Among these entries, how many lines have the string "Bahovaddin" in them? Only the number is needed.
START AVAILABLE DATA
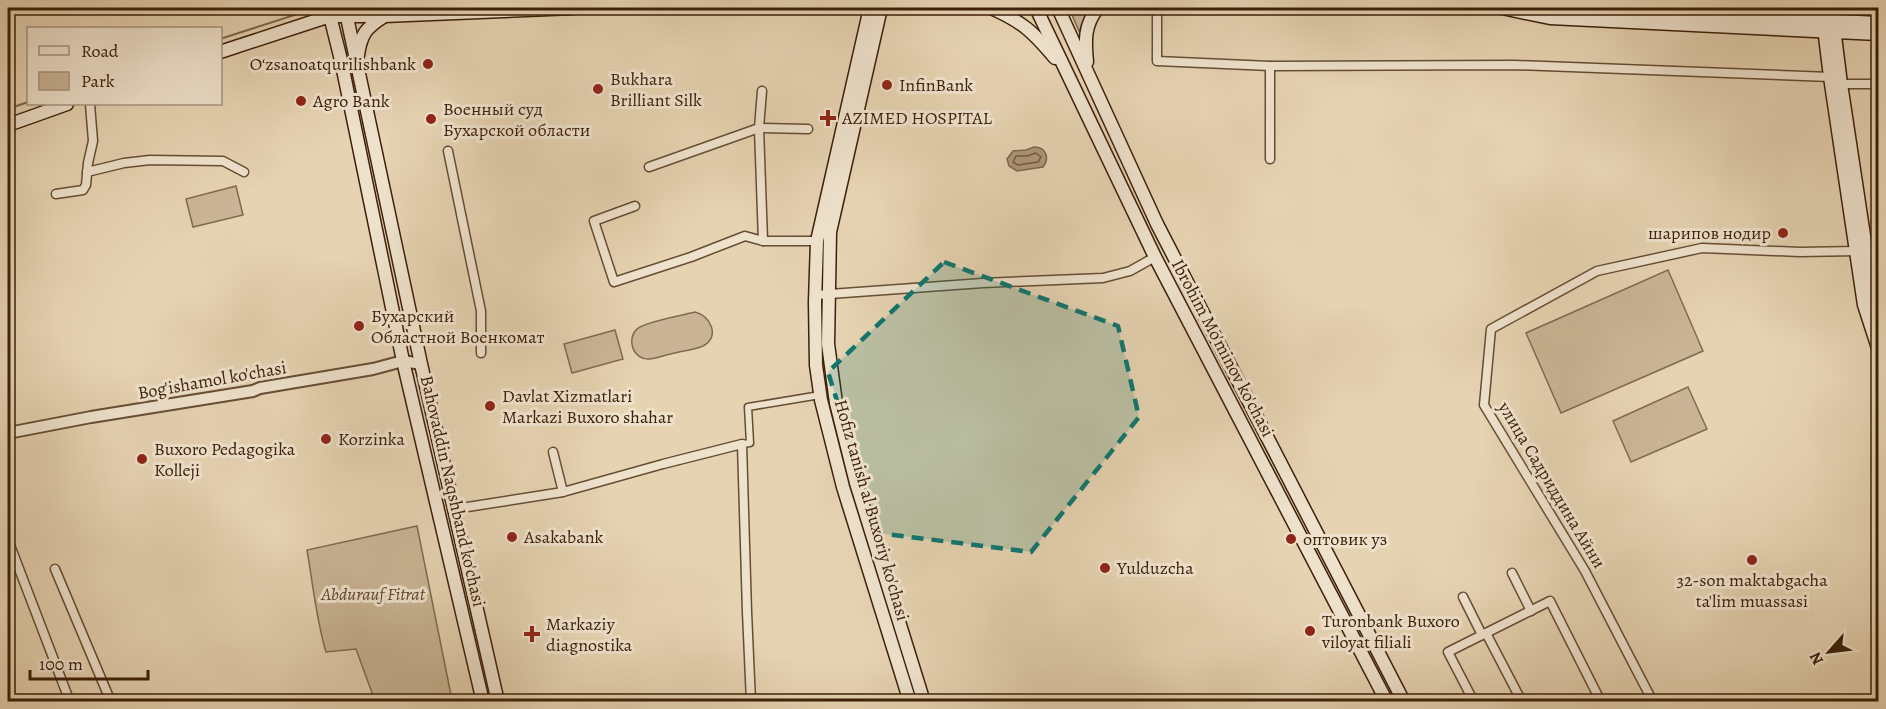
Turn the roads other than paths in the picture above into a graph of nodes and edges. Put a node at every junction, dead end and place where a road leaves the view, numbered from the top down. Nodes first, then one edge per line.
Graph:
1 (574, 8) edge
2 (870, 8) edge
3 (881, 8) edge
4 (991, 8) edge
5 (1036, 8) edge
6 (1058, 8) edge
7 (1098, 8) edge
8 (1157, 8) edge
9 (1502, 8) edge
10 (1579, 8) edge
11 (345, 10) edge
12 (329, 12) edge
13 (384, 16) junction
14 (1878, 23) edge
15 (1828, 26) junction
16 (1878, 34) edge
17 (222, 51) edge
18 (356, 65) junction
19 (1270, 66) junction
20 (1088, 72) junction
21 (1069, 75) junction
22 (1835, 80) junction
23 (1878, 84) edge
24 (762, 91) dead end
25 (65, 105) edge
26 (90, 105) edge
27 (8, 125) edge
28 (759, 128) junction
29 (808, 129) dead end
30 (448, 151) dead end
31 (1270, 159) dead end
32 (650, 167) dead end
33 (87, 172) junction
34 (244, 172) dead end
35 (56, 194) dead end
36 (634, 206) dead end
37 (1157, 224) junction
38 (1142, 231) junction
39 (822, 235) junction
40 (763, 241) junction
41 (1857, 251) junction
42 (1155, 257) junction
43 (830, 294) junction
44 (816, 295) junction
45 (1878, 318) edge
46 (1878, 348) edge
47 (481, 353) dead end
48 (404, 361) junction
49 (421, 364) junction
50 (820, 395) junction
51 (8, 433) edge
52 (742, 444) junction
53 (553, 452) dead end
54 (563, 492) junction
55 (455, 509) junction
56 (8, 540) edge
57 (56, 569) dead end
58 (1512, 573) dead end
59 (1463, 597) dead end
60 (1532, 610) junction
61 (1484, 634) junction
62 (1652, 701) edge
63 (70, 702) edge
64 (111, 702) edge
65 (483, 702) edge
66 (498, 702) edge
67 (752, 702) edge
68 (910, 702) edge
69 (924, 702) edge
70 (1387, 702) edge
71 (1404, 702) edge
72 (1474, 702) edge
73 (1522, 702) edge
74 (1601, 702) edge

1 - 13 main road
2 - 39 main road, Hofiz tanish al Buxoriy ko'chasi
3 - 39 main road
4 - 21 main road
5 - 21 main road, Ibrohim Mo'minov ko'chasi
6 - 20 main road, Ibrohim Mo'minov ko'chasi
7 - 20 main road
8 - 19 street
9 - 15 main road
10 - 15 main road
11 - 12 main road
11 - 13 main road
11 - 18 main road, Bahovaddin Naqshband ko'chasi
12 - 17 main road
12 - 48 main road, Bahovaddin Naqshband ko'chasi
13 - 18 main road
14 - 15 main road
15 - 16 main road
15 - 22 main road
18 - 49 main road, Bahovaddin Naqshband ko'chasi
19 - 22 street
19 - 31 street
20 - 37 main road, Ibrohim Mo'minov ko'chasi
21 - 38 main road, Ibrohim Mo'minov ko'chasi
22 - 23 street
22 - 41 main road
22 - 45 main road
24 - 28 street
25 - 27 main road
26 - 33 street
28 - 29 street
28 - 32 street
28 - 40 street
30 - 47 street
33 - 34 street
33 - 35 street
36 - 40 street
37 - 38 main road
37 - 71 main road, Ibrohim Mo'minov ko'chasi
38 - 42 main road, Ibrohim Mo'minov ko'chasi
39 - 40 street
39 - 43 main road, Hofiz tanish al Buxoriy ko'chasi
39 - 44 main road, Hofiz tanish al Buxoriy ko'chasi
41 - 46 main road
41 - 62 street, улица Садриддина Айни
42 - 43 street
42 - 70 main road, Ibrohim Mo'minov ko'chasi
43 - 44 street
43 - 69 main road, Hofiz tanish al Buxoriy ko'chasi
44 - 50 main road, Hofiz tanish al Buxoriy ko'chasi
48 - 49 street, Bog'ishamol ko'chasi
48 - 51 street, Bog'ishamol ko'chasi
48 - 65 main road, Bahovaddin Naqshband ko'chasi
49 - 55 main road, Bahovaddin Naqshband ko'chasi
50 - 52 street
50 - 68 main road, Hofiz tanish al Buxoriy ko'chasi
52 - 54 street
52 - 67 street
53 - 54 street
54 - 55 street
55 - 66 main road, Bahovaddin Naqshband ko'chasi
56 - 63 street
57 - 64 street
58 - 60 street
59 - 61 street
60 - 61 street
60 - 74 street
61 - 72 street
61 - 73 street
END AVAILABLE DATA
» **TASK OUTPUT**: 6